L’AES mise sur la transformation locale des ressources extractives
Le Premier ministre burkinabè Rimtalba Jean Emmanuel Ouédraogo lance les réformes de l’AES ce mardi 15 septembre 2026 à Ouagadougou. Les pays membres unissent leurs forces sectorielles pour convertir les rentes minières et pétrolières en levier d’industrialisation et de croissance inclusive.

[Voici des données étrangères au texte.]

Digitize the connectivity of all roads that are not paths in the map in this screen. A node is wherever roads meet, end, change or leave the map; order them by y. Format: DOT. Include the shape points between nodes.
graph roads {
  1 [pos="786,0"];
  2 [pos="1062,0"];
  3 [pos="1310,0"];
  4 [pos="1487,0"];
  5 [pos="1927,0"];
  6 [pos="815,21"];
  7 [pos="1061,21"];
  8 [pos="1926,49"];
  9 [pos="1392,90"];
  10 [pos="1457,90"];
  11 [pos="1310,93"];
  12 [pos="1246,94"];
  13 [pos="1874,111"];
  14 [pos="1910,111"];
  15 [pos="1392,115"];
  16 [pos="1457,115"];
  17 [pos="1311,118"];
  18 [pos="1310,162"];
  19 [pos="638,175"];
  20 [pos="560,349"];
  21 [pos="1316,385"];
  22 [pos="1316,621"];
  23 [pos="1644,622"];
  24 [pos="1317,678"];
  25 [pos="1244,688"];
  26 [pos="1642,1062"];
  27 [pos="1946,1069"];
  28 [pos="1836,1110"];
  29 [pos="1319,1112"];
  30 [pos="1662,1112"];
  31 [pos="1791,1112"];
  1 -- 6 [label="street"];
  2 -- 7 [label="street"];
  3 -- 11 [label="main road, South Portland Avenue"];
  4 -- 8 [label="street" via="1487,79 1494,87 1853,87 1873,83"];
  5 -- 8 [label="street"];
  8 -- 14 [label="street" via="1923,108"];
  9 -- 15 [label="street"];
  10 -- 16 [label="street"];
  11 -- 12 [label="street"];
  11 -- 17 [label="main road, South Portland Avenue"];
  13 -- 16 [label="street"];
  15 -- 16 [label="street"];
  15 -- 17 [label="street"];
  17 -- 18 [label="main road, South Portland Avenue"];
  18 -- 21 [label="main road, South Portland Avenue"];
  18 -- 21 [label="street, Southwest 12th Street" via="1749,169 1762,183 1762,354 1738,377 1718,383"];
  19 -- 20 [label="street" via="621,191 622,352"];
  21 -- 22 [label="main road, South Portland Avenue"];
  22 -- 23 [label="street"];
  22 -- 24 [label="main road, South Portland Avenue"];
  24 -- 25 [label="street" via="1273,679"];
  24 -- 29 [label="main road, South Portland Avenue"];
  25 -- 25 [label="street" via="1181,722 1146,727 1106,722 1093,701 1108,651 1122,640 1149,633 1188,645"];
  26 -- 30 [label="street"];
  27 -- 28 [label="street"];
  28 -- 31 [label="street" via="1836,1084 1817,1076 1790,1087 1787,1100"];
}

Burkina Faso : Rimtalba Jean Emmanuel Ouédraogo fixe quatre priorités pour le secteur extractif
Le déploiement de cette politique s’articule autour de quatre priorités majeures : la sécurisation des infrastructures de production, la transformation locale combinée au contenu local, le renforcement de la gouvernance sectorielle et la souveraineté énergétique. Le chef du gouvernement rappelle qu’aucun tissu industriel ne peut se développer sans une énergie disponible, fiable et abordable.
« La souveraineté exige une maîtrise effective des ressources naturelles. Mais posséder des ressources ne suffit pas. Le véritable enjeu est de les connaître, de les sécuriser, de les transformer et d’en répartir équitablement les retombées », explique Rimtalba Jean Emmanuel Ouédraogo à la SAMAO. L’ambition commune vise à maîtriser l’ensemble de la chaîne de valeur pour sortir de la simple dépendance aux exportations brutes.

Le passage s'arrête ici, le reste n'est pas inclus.